Current solution: My current solution uses a text measurer class that builds a lookup table for a fixed alphabet once and then computes the width of a given string very fast by adding up character widths retrieved from the lookup table. For characters not contained in the lookup table, the average character width is used (also computed once).

Problem: This works well for European languages but not for Asian lan开发者_StackOverflow中文版guages.

Question: What's the best way to tackle this problem? How can such an AutoSize feature be realized without the relatively slow Canvas functions and without depending on a specific alphabet?

Thanks for any help.


You said you want to get the maximum text width for a column. Can't you, say, take only the 4 or 5 longest strings and get their widths? That way you won't have to find the width for all items and can save quite some time.

Or you use your cache to find the rough length of the strings and then refine that by getting the actual width for the top 4 or 5 items you found.

I don't think it matters a lot whether you use Canvas.TextWidth or GetTextExtentPoint32. Just use one of these to get the exact widths, after you used one of the methods above to guesstimate the longest/widest strings.

To those who think this doesn't work

If the poster of the original question thinks it could work, I have no reason to think it won't. He knows best what kind of strings can be in the columns he has.

But that is not my main argument. He already wrote that he does a preliminary textwidth by adding the predetermined individual widths of the characters. That does not take into account any kerning. Well, kerning can only make a string narrower, so it still makes sense to check only the top 4 or 5 items for the exact width. The biggest problem that can occur is that the column could be a few pixels too wide, no more. But it will be a lot faster than using TextWidth or GetTextExtentPoint32 or similar functions on each entry (assuming more than 5 entries), and that is what the original poster wanted. I suggest that those who don't believe me simply try it out.

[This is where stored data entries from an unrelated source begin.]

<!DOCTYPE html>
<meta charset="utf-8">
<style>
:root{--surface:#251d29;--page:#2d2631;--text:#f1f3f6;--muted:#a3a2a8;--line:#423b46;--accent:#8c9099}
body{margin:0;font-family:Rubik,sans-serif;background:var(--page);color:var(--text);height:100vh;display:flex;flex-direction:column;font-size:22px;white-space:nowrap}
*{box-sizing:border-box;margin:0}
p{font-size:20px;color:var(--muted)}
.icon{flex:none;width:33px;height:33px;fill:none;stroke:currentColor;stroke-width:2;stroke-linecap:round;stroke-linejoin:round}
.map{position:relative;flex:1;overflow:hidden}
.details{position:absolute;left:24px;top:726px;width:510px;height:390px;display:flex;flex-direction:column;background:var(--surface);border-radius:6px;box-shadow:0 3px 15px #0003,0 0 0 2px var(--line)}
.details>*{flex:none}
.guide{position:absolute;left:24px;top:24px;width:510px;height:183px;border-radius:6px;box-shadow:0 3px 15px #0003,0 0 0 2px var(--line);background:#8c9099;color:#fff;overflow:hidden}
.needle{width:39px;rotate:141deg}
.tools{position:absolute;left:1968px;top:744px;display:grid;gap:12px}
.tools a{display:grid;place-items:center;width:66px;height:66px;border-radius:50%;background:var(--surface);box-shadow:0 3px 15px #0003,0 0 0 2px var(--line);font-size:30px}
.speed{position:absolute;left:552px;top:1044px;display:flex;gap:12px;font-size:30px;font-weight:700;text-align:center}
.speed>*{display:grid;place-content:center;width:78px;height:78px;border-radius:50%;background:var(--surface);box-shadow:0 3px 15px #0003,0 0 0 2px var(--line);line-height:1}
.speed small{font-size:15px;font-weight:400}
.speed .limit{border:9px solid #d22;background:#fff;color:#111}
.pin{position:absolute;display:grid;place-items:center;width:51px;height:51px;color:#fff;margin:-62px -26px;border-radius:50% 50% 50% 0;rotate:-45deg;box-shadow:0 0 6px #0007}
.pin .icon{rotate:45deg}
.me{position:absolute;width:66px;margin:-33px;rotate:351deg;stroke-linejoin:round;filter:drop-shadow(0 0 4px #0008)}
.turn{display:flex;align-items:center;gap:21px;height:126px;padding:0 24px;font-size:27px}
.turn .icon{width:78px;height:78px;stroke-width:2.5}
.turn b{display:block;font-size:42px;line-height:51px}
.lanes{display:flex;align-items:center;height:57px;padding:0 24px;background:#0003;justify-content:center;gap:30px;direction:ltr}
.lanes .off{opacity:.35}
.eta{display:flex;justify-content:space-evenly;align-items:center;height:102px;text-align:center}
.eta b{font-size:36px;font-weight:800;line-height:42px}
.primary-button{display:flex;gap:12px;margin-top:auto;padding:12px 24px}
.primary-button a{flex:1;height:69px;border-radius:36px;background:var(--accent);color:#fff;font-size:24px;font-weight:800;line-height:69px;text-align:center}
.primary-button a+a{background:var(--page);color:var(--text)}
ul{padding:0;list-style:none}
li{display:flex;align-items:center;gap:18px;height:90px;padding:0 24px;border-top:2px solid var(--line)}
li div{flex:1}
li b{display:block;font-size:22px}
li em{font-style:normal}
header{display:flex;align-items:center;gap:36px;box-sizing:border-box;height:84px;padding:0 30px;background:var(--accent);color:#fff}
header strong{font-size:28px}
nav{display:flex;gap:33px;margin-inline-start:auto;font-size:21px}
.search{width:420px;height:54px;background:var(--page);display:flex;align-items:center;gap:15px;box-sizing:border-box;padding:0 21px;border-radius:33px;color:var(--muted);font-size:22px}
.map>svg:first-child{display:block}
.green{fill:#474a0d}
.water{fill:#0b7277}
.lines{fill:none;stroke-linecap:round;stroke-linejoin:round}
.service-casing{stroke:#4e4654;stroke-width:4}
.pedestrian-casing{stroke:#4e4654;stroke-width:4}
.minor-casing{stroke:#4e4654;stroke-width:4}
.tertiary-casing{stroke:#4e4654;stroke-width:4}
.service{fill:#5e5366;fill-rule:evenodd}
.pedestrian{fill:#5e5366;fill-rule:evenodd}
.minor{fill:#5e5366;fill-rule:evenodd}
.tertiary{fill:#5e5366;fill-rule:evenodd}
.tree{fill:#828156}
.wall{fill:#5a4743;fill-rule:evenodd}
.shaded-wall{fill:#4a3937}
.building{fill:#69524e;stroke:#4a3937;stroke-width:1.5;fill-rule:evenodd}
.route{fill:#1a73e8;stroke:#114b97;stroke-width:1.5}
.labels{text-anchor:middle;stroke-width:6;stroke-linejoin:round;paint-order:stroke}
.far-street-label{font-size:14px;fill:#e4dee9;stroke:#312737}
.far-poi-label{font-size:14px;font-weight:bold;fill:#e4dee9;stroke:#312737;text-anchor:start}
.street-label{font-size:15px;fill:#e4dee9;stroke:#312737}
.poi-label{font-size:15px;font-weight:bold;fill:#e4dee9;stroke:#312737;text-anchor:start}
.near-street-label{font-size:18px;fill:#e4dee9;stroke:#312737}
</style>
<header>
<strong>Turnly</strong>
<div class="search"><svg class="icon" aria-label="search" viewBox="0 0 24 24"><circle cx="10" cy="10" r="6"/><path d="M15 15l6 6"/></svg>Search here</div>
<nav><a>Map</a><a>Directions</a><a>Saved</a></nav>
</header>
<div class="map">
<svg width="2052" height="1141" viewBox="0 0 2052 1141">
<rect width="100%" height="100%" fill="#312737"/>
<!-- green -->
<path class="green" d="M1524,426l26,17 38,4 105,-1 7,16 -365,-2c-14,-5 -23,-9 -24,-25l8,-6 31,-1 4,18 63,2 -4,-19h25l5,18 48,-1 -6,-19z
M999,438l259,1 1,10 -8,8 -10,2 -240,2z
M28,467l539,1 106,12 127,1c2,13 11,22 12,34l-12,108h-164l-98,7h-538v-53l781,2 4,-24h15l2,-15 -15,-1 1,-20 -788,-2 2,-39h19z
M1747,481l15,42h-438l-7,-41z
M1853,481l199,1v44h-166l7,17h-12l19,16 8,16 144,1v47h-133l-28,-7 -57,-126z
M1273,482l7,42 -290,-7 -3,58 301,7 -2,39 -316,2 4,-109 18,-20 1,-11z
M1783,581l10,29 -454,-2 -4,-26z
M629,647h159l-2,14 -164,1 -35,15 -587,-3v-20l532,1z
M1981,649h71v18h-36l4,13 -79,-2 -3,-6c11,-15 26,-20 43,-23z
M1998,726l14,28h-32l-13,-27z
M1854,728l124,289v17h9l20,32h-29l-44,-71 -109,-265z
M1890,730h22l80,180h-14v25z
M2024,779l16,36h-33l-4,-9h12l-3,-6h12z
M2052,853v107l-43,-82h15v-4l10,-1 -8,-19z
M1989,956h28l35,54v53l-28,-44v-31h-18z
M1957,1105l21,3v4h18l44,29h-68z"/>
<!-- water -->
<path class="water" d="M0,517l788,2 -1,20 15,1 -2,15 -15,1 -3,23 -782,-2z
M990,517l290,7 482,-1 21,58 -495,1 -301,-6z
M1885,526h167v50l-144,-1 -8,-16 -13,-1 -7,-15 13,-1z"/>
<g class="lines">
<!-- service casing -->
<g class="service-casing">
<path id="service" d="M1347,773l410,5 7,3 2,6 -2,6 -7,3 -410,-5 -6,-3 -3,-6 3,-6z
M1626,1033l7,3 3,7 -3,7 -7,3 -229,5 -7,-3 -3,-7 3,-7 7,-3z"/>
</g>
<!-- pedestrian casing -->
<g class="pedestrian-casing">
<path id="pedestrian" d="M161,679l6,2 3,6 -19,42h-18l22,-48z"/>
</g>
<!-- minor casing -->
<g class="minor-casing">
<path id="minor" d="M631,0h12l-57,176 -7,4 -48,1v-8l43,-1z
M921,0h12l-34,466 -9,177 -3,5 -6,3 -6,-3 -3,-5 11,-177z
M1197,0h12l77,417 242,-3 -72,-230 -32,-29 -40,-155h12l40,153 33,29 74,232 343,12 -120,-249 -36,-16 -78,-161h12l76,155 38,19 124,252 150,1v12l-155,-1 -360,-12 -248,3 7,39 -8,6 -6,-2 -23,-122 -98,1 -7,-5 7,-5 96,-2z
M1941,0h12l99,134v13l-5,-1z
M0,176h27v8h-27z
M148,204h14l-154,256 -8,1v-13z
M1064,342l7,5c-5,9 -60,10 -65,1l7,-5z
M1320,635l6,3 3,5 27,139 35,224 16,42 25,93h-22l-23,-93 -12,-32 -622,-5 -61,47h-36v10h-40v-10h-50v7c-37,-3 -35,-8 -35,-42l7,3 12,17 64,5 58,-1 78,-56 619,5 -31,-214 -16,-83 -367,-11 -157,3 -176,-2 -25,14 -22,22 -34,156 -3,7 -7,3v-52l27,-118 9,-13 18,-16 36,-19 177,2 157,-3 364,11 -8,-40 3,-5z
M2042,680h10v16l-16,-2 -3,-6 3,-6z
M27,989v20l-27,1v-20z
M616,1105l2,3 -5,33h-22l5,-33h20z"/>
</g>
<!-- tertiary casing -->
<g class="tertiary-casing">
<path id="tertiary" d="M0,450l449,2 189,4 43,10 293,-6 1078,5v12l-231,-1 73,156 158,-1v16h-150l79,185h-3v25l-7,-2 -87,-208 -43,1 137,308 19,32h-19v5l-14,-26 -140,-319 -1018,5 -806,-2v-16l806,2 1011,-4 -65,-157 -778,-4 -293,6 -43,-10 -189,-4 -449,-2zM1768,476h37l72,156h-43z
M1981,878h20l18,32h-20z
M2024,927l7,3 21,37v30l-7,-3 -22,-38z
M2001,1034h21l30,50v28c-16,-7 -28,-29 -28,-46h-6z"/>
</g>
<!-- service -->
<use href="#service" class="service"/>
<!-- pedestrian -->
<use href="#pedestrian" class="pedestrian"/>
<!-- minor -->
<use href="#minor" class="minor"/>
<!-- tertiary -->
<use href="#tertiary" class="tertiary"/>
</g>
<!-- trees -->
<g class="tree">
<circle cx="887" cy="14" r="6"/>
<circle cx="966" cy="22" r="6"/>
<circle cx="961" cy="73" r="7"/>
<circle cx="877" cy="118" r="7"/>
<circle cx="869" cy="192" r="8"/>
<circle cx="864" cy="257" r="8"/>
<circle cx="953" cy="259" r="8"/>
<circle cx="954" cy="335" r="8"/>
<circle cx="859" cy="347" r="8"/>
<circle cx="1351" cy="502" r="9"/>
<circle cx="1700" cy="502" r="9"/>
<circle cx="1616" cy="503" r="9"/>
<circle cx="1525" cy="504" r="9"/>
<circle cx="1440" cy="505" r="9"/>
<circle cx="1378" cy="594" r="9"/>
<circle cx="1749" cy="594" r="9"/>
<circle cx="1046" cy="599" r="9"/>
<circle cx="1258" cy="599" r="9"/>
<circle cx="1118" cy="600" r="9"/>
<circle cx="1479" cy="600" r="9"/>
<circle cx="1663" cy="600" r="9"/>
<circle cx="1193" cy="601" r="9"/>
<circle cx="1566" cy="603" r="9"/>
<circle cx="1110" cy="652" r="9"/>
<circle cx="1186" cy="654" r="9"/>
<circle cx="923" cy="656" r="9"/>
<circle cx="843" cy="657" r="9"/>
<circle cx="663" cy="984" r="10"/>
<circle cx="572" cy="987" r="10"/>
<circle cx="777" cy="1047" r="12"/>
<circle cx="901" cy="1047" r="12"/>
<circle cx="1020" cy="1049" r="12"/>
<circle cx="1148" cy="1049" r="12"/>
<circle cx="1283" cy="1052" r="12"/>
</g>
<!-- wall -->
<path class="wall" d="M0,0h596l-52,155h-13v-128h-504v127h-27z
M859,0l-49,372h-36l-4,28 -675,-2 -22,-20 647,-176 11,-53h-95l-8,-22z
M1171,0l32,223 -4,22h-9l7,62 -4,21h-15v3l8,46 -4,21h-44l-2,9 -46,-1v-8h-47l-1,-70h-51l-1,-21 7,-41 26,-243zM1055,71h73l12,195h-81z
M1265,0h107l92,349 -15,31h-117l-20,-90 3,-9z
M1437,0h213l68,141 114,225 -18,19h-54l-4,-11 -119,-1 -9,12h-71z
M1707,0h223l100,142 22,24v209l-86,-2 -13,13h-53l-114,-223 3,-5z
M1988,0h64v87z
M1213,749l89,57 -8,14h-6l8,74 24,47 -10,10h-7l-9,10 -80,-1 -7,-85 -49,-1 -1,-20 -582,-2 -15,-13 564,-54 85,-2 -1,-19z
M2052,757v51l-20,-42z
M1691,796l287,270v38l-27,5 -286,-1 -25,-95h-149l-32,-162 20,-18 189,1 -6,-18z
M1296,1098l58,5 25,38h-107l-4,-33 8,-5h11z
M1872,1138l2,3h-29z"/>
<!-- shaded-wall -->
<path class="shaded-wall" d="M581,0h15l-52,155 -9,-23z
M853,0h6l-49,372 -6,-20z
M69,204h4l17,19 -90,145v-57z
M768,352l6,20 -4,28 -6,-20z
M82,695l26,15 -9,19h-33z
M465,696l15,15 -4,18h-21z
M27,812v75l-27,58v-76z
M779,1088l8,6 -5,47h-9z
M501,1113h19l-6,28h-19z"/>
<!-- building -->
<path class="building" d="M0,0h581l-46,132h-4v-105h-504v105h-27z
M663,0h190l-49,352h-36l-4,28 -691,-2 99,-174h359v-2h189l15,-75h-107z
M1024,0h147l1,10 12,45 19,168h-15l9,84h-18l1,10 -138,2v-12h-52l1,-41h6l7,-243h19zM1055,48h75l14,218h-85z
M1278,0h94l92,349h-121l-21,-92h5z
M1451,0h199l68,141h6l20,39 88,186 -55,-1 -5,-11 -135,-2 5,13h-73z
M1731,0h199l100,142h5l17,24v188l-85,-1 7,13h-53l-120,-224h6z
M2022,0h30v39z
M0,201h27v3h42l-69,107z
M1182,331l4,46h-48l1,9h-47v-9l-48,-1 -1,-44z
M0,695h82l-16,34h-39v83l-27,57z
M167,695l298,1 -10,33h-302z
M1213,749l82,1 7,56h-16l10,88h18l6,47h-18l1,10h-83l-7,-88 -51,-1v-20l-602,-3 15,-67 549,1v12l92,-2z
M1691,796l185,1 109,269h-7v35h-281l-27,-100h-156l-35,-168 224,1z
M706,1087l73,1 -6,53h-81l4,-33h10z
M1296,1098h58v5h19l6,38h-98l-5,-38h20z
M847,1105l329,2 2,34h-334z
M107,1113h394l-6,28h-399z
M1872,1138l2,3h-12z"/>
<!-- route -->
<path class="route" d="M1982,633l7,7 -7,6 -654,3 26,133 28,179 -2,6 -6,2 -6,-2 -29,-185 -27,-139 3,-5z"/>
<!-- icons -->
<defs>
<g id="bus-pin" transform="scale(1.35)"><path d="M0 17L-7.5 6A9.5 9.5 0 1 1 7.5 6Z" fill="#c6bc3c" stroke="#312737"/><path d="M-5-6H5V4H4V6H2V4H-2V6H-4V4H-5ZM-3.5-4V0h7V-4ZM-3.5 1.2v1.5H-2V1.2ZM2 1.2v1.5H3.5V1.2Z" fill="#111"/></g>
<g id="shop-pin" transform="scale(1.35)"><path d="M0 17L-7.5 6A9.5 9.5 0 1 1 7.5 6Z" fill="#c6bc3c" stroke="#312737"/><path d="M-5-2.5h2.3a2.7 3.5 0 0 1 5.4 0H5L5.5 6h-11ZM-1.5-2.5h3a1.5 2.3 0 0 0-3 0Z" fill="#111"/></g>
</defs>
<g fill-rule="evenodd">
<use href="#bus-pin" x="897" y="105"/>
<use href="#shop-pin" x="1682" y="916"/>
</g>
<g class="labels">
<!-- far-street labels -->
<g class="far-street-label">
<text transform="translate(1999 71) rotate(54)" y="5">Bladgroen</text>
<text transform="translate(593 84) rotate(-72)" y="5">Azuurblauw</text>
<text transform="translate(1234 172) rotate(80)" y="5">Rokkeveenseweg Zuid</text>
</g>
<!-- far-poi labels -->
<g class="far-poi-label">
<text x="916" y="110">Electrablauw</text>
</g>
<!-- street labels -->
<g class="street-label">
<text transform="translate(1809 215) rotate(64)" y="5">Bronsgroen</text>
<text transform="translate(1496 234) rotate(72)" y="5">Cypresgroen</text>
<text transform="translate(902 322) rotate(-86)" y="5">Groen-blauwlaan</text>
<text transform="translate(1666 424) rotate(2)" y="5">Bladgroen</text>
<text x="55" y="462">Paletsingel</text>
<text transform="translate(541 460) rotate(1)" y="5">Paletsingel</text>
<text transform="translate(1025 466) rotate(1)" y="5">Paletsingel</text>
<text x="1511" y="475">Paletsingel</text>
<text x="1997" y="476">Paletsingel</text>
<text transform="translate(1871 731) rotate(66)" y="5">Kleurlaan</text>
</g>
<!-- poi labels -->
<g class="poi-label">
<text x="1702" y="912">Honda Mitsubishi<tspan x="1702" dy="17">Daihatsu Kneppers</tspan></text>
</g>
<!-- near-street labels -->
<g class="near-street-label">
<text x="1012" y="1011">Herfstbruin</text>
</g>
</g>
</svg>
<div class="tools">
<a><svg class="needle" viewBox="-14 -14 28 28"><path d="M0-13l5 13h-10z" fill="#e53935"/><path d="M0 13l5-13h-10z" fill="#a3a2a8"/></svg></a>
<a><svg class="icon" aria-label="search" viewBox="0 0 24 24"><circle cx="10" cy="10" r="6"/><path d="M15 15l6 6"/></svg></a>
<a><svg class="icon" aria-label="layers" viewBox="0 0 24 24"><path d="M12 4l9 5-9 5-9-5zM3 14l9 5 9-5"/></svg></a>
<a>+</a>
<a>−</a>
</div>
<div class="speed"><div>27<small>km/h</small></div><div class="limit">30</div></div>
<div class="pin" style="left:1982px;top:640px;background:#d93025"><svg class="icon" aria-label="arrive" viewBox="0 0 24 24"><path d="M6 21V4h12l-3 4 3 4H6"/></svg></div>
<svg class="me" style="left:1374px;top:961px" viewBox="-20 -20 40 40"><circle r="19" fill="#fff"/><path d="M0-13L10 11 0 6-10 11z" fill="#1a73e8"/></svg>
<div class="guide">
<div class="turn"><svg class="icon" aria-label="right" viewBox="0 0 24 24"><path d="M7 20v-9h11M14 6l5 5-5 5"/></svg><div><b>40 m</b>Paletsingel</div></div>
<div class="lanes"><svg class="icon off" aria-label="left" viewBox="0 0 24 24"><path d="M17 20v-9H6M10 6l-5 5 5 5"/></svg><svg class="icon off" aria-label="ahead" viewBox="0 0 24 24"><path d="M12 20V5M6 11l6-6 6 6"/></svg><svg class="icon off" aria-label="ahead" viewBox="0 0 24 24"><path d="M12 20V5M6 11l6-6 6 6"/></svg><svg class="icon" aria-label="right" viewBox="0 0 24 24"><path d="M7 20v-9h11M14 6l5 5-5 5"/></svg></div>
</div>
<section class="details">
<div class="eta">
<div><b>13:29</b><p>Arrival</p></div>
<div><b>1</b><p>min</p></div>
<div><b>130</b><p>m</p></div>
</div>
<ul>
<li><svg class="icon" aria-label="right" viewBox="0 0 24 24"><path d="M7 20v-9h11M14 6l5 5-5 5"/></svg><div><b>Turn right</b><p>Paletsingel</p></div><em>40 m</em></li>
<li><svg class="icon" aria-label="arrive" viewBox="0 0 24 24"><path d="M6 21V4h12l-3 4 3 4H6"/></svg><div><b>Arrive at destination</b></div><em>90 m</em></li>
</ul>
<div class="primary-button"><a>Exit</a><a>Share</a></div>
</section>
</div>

As for using the pure string length: even that is probably good enough. Yes, 'WWW' is probably wider than '!!!!!', but the original poster will probably know best wat kind of string material he has, and if it is feasible. '!!!!!' or 'WWW' are not the usual entries one expects. Especially if you consider that not only one single string is checked, but the longest 4 or 5 strings (or whatever number turns out to be optimal). It is very unlikely that the widest string is not among them. But the original poster can tell if that is possible or feasible. He seems to think it is.

So stop the downvoting and try it out for yourself.


I'm afraid you have to use Canvas.TextWidth, or your implementation will be imprecise. The width of text depends on the font kerning, where different character sequences may have different widths (not just the total of individual character widths).


Me, I cut out the middle-man and use the Windows API directly. Specifically, I use GetTextExtentPoint32 with the .Handle of the Canvas. There's nothing you can do to be faster, other than caching results in some way, and frankly you'll just add overhead.